**Supplied records**
------------------------------------------------

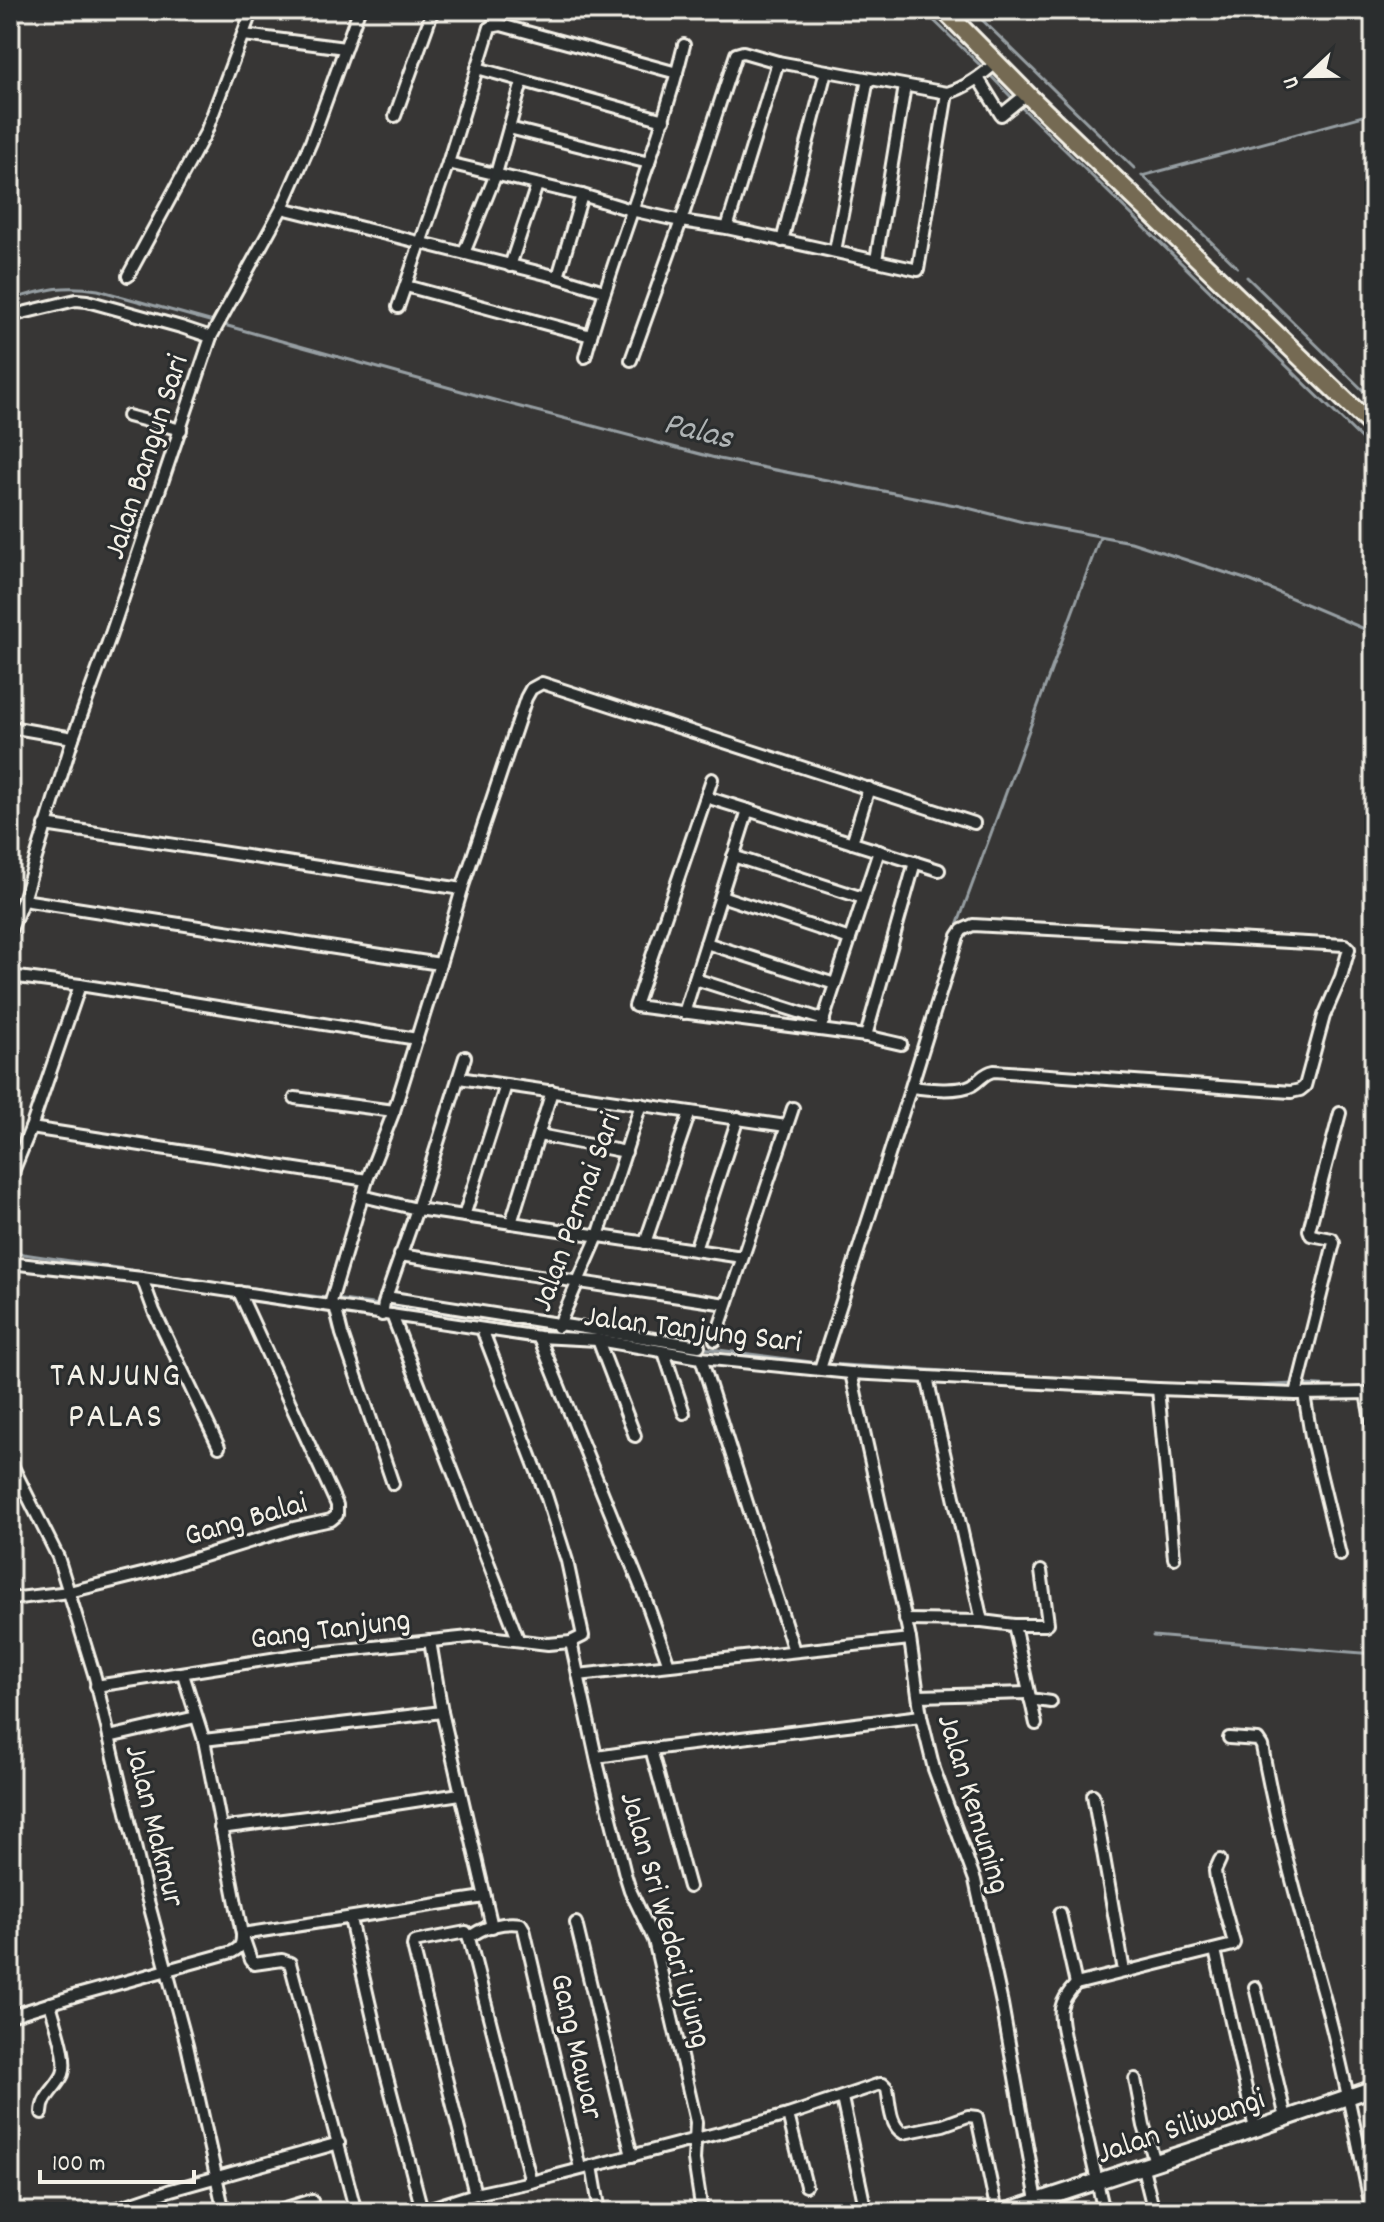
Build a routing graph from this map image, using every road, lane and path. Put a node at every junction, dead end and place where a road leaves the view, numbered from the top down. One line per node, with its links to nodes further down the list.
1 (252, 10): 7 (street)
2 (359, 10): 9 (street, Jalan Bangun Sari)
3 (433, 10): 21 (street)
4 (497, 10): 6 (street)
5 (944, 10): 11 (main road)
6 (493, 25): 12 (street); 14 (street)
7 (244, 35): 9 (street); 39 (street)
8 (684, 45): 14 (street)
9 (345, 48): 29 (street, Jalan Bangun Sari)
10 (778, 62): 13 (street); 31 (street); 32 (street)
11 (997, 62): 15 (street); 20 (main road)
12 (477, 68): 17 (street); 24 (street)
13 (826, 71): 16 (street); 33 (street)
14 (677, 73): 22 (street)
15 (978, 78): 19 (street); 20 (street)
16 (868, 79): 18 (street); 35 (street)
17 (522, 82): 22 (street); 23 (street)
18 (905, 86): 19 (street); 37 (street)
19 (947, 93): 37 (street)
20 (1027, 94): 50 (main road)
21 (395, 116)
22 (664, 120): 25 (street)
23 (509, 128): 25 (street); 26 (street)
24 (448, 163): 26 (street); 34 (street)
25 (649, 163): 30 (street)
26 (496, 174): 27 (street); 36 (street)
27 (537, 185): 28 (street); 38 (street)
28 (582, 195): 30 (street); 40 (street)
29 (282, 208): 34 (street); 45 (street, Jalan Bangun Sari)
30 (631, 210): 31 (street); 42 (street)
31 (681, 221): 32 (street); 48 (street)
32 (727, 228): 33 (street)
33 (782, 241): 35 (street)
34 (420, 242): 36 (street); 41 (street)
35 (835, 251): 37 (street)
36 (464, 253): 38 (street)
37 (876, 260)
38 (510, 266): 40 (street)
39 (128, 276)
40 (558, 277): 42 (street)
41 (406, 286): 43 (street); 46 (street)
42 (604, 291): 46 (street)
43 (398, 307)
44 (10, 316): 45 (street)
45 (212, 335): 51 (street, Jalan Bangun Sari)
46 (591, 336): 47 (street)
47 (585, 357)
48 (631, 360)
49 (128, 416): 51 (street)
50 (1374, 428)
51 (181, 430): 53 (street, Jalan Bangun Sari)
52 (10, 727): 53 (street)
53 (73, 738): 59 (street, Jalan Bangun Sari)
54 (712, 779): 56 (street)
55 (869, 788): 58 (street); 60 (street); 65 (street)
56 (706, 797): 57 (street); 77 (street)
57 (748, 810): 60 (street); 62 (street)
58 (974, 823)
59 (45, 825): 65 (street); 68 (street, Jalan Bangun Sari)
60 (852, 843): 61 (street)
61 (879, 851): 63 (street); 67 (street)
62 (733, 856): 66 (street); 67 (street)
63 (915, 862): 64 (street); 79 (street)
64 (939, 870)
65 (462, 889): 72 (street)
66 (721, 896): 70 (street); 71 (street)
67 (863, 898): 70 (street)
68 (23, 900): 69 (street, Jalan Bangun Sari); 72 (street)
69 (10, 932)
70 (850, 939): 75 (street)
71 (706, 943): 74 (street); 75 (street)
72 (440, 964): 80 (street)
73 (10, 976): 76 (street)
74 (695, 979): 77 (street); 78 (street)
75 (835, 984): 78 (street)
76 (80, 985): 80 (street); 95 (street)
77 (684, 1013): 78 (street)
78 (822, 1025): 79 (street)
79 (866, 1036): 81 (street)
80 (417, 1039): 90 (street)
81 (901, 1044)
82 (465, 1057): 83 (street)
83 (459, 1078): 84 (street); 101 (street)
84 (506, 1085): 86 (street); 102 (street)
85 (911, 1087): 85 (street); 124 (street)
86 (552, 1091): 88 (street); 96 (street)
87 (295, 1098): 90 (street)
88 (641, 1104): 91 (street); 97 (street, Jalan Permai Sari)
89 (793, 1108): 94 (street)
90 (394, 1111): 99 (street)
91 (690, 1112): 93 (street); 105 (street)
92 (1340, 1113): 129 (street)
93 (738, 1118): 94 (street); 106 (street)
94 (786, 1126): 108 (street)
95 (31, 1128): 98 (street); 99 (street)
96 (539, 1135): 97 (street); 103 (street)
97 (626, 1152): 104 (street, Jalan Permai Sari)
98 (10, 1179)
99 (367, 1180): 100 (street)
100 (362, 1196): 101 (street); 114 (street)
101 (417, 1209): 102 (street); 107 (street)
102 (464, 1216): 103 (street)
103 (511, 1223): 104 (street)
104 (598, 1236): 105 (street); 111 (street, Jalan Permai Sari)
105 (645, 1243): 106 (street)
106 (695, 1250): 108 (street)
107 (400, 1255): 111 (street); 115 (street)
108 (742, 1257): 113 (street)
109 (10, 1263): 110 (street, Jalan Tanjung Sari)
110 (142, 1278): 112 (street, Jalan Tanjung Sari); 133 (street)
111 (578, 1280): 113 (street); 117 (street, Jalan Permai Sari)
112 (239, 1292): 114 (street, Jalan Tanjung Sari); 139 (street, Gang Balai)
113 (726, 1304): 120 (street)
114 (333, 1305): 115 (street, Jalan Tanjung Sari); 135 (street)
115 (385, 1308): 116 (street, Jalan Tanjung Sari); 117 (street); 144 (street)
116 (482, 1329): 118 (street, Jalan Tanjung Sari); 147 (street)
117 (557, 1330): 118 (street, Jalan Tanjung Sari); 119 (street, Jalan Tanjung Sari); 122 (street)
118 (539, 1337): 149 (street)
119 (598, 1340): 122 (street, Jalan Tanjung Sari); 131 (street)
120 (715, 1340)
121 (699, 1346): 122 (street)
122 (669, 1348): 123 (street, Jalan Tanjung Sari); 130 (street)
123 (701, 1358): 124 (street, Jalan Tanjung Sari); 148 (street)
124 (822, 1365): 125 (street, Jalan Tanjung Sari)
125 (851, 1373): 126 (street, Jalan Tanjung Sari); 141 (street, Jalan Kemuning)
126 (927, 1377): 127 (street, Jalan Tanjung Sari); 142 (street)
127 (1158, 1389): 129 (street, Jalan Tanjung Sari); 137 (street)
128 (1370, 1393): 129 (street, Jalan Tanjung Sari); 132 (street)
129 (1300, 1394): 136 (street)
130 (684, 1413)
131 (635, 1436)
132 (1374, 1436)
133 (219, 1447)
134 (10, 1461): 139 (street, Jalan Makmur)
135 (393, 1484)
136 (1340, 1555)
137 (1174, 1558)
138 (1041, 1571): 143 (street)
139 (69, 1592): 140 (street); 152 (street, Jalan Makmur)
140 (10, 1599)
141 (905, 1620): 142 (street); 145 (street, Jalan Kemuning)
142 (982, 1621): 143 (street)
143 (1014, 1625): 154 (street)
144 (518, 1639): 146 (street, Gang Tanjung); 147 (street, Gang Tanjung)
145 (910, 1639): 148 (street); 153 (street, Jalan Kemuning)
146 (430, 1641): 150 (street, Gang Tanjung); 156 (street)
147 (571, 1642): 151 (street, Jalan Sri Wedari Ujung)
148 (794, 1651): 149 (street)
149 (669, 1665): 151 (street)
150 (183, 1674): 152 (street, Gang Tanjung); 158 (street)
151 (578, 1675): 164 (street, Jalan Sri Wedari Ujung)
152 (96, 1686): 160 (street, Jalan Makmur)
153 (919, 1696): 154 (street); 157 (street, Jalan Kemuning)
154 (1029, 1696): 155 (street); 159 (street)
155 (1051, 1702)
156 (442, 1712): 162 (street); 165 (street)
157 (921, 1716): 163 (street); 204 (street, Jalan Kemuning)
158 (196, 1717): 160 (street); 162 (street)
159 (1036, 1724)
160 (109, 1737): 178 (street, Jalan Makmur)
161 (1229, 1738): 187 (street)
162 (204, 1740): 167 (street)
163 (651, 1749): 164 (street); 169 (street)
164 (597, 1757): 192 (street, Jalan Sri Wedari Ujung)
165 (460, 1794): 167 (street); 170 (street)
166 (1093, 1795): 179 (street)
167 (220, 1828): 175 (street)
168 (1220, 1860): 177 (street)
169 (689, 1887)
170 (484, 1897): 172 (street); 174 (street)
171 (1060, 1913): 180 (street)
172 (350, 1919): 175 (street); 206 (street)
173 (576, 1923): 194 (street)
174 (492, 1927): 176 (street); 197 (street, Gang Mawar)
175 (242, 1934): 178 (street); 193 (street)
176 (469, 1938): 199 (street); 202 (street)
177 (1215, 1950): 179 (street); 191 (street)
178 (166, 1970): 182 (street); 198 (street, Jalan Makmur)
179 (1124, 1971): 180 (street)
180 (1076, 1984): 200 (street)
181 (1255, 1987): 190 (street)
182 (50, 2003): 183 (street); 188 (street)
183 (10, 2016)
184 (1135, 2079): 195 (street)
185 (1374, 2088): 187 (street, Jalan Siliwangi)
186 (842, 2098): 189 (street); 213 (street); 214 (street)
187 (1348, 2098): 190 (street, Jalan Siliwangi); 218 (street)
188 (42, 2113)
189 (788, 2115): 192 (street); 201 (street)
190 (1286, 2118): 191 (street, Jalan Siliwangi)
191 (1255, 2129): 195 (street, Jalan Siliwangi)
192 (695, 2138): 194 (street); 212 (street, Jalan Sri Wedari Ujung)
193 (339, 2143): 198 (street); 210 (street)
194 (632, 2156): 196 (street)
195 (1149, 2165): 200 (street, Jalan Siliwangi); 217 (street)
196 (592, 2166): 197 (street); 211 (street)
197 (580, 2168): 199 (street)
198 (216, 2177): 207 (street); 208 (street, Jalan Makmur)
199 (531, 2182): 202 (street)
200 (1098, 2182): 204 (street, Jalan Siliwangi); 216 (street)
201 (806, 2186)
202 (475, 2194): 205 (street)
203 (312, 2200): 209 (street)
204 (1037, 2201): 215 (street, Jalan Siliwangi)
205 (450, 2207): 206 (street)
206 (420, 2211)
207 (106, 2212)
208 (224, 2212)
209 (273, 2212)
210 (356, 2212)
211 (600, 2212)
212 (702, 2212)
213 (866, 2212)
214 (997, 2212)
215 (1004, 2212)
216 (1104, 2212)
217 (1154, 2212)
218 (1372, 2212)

------------------------------------------------

Say how many lines above hold the word "Wedari", giving only the count.

4